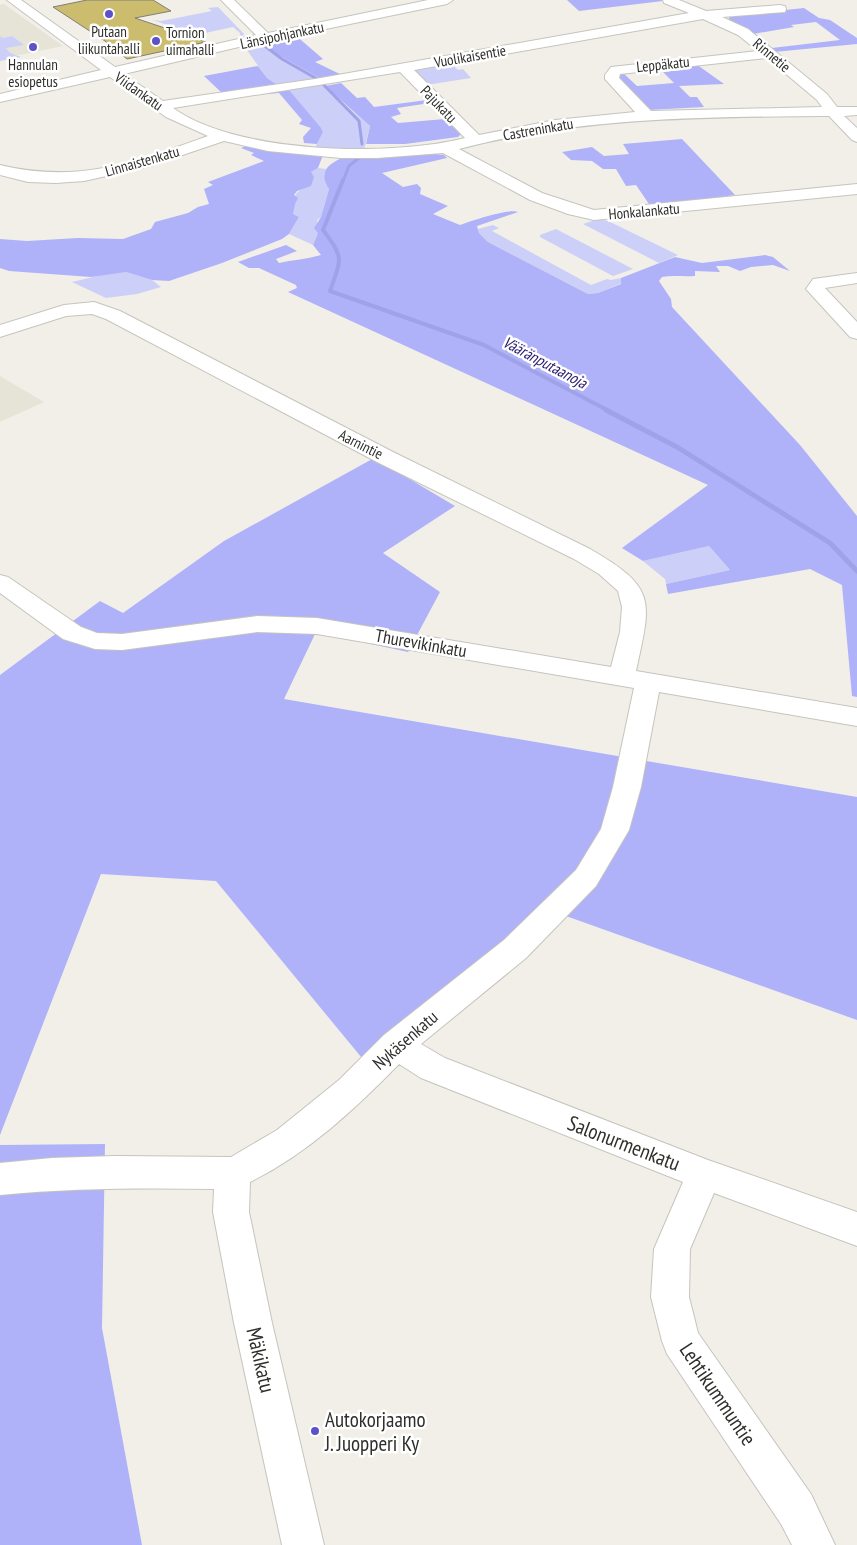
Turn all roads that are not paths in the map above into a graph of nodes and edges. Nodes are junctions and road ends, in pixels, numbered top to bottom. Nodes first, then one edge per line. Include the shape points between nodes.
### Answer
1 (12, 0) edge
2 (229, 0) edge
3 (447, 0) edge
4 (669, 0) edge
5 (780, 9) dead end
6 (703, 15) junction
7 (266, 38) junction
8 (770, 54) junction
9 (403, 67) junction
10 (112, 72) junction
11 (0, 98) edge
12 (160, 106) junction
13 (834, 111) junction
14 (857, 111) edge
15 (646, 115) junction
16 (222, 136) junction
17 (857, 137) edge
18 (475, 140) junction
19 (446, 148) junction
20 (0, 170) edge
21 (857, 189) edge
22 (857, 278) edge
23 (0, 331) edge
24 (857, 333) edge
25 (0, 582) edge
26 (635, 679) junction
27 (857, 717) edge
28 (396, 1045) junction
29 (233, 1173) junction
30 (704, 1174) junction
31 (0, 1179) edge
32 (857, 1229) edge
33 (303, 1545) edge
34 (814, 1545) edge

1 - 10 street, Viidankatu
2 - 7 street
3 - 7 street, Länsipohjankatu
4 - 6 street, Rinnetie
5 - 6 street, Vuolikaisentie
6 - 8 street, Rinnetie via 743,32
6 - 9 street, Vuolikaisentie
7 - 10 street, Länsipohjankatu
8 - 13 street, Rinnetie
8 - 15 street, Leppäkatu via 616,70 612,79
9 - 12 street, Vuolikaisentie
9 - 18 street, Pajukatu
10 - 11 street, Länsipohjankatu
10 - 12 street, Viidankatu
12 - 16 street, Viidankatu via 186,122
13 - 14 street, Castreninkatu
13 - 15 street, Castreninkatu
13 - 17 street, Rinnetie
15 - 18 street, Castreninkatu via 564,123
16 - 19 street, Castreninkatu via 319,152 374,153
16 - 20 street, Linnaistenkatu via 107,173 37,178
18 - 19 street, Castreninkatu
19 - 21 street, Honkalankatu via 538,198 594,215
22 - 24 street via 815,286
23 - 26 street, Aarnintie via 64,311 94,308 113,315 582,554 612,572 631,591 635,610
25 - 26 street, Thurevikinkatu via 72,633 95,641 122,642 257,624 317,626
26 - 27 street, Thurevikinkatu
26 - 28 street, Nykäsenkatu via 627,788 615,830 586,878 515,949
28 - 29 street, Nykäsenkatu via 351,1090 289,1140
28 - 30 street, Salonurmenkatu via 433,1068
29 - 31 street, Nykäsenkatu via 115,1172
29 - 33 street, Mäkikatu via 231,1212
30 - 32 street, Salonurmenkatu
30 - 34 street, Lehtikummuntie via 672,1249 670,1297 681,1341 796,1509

____________________

* **TASK TO COMPLETE**
The reply is to be all the records above, transcribed exactly, with no pictures.

* **COMPLETED TASK**
Turn all roads that are not paths in the map above into a graph of nodes and edges. Nodes are junctions and road ends, in pixels, numbered top to bottom. Nodes first, then one edge per line. Include the shape points between nodes.
### Answer
1 (12, 0) edge
2 (229, 0) edge
3 (447, 0) edge
4 (669, 0) edge
5 (780, 9) dead end
6 (703, 15) junction
7 (266, 38) junction
8 (770, 54) junction
9 (403, 67) junction
10 (112, 72) junction
11 (0, 98) edge
12 (160, 106) junction
13 (834, 111) junction
14 (857, 111) edge
15 (646, 115) junction
16 (222, 136) junction
17 (857, 137) edge
18 (475, 140) junction
19 (446, 148) junction
20 (0, 170) edge
21 (857, 189) edge
22 (857, 278) edge
23 (0, 331) edge
24 (857, 333) edge
25 (0, 582) edge
26 (635, 679) junction
27 (857, 717) edge
28 (396, 1045) junction
29 (233, 1173) junction
30 (704, 1174) junction
31 (0, 1179) edge
32 (857, 1229) edge
33 (303, 1545) edge
34 (814, 1545) edge

1 - 10 street, Viidankatu
2 - 7 street
3 - 7 street, Länsipohjankatu
4 - 6 street, Rinnetie
5 - 6 street, Vuolikaisentie
6 - 8 street, Rinnetie via 743,32
6 - 9 street, Vuolikaisentie
7 - 10 street, Länsipohjankatu
8 - 13 street, Rinnetie
8 - 15 street, Leppäkatu via 616,70 612,79
9 - 12 street, Vuolikaisentie
9 - 18 street, Pajukatu
10 - 11 street, Länsipohjankatu
10 - 12 street, Viidankatu
12 - 16 street, Viidankatu via 186,122
13 - 14 street, Castreninkatu
13 - 15 street, Castreninkatu
13 - 17 street, Rinnetie
15 - 18 street, Castreninkatu via 564,123
16 - 19 street, Castreninkatu via 319,152 374,153
16 - 20 street, Linnaistenkatu via 107,173 37,178
18 - 19 street, Castreninkatu
19 - 21 street, Honkalankatu via 538,198 594,215
22 - 24 street via 815,286
23 - 26 street, Aarnintie via 64,311 94,308 113,315 582,554 612,572 631,591 635,610
25 - 26 street, Thurevikinkatu via 72,633 95,641 122,642 257,624 317,626
26 - 27 street, Thurevikinkatu
26 - 28 street, Nykäsenkatu via 627,788 615,830 586,878 515,949
28 - 29 street, Nykäsenkatu via 351,1090 289,1140
28 - 30 street, Salonurmenkatu via 433,1068
29 - 31 street, Nykäsenkatu via 115,1172
29 - 33 street, Mäkikatu via 231,1212
30 - 32 street, Salonurmenkatu
30 - 34 street, Lehtikummuntie via 672,1249 670,1297 681,1341 796,1509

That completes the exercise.